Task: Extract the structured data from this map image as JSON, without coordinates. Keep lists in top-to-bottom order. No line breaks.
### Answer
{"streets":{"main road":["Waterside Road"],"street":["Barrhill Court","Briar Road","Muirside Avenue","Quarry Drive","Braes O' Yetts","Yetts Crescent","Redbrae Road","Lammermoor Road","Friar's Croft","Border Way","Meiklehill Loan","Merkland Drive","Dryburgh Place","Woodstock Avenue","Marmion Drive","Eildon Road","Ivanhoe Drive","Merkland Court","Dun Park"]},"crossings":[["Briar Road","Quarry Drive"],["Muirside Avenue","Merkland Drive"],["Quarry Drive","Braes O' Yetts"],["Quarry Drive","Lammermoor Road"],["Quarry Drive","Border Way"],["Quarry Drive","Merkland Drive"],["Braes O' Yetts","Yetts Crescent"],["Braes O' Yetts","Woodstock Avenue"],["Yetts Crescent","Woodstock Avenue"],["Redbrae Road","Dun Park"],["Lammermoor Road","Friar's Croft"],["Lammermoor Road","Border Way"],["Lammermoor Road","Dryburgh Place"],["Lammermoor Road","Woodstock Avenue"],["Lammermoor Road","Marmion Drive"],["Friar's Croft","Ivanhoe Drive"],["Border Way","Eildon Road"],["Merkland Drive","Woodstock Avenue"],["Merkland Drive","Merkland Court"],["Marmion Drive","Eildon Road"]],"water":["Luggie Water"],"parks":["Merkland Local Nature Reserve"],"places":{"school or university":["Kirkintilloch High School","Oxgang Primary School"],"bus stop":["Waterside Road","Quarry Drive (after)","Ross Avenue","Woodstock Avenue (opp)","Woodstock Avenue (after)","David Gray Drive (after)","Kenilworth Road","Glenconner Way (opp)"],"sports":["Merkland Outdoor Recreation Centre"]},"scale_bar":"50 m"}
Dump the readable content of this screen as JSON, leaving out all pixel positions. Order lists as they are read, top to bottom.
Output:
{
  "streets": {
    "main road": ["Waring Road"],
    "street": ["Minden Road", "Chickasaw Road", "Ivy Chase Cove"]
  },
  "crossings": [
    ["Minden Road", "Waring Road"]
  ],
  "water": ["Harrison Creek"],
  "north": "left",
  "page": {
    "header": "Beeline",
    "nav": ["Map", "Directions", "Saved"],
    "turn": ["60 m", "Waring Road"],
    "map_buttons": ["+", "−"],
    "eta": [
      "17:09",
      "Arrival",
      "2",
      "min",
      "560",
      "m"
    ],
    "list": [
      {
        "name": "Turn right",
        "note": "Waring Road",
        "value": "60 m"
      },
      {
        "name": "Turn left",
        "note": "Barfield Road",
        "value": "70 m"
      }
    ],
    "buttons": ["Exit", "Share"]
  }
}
····················
ABOUT THIS EXERCISE: Restate each entry above word for word.

ANSWER BOX:
Task: Extract the structured data from this map image as JSON, without coordinates. Keep lists in top-to-bottom order. No line breaks.
### Answer
{"streets":{"main road":["Waterside Road"],"street":["Barrhill Court","Briar Road","Muirside Avenue","Quarry Drive","Braes O' Yetts","Yetts Crescent","Redbrae Road","Lammermoor Road","Friar's Croft","Border Way","Meiklehill Loan","Merkland Drive","Dryburgh Place","Woodstock Avenue","Marmion Drive","Eildon Road","Ivanhoe Drive","Merkland Court","Dun Park"]},"crossings":[["Briar Road","Quarry Drive"],["Muirside Avenue","Merkland Drive"],["Quarry Drive","Braes O' Yetts"],["Quarry Drive","Lammermoor Road"],["Quarry Drive","Border Way"],["Quarry Drive","Merkland Drive"],["Braes O' Yetts","Yetts Crescent"],["Braes O' Yetts","Woodstock Avenue"],["Yetts Crescent","Woodstock Avenue"],["Redbrae Road","Dun Park"],["Lammermoor Road","Friar's Croft"],["Lammermoor Road","Border Way"],["Lammermoor Road","Dryburgh Place"],["Lammermoor Road","Woodstock Avenue"],["Lammermoor Road","Marmion Drive"],["Friar's Croft","Ivanhoe Drive"],["Border Way","Eildon Road"],["Merkland Drive","Woodstock Avenue"],["Merkland Drive","Merkland Court"],["Marmion Drive","Eildon Road"]],"water":["Luggie Water"],"parks":["Merkland Local Nature Reserve"],"places":{"school or university":["Kirkintilloch High School","Oxgang Primary School"],"bus stop":["Waterside Road","Quarry Drive (after)","Ross Avenue","Woodstock Avenue (opp)","Woodstock Avenue (after)","David Gray Drive (after)","Kenilworth Road","Glenconner Way (opp)"],"sports":["Merkland Outdoor Recreation Centre"]},"scale_bar":"50 m"}
Dump the readable content of this screen as JSON, leaving out all pixel positions. Order lists as they are read, top to bottom.
Output:
{
  "streets": {
    "main road": ["Waring Road"],
    "street": ["Minden Road", "Chickasaw Road", "Ivy Chase Cove"]
  },
  "crossings": [
    ["Minden Road", "Waring Road"]
  ],
  "water": ["Harrison Creek"],
  "north": "left",
  "page": {
    "header": "Beeline",
    "nav": ["Map", "Directions", "Saved"],
    "turn": ["60 m", "Waring Road"],
    "map_buttons": ["+", "−"],
    "eta": [
      "17:09",
      "Arrival",
      "2",
      "min",
      "560",
      "m"
    ],
    "list": [
      {
        "name": "Turn right",
        "note": "Waring Road",
        "value": "60 m"
      },
      {
        "name": "Turn left",
        "note": "Barfield Road",
        "value": "70 m"
      }
    ],
    "buttons": ["Exit", "Share"]
  }
}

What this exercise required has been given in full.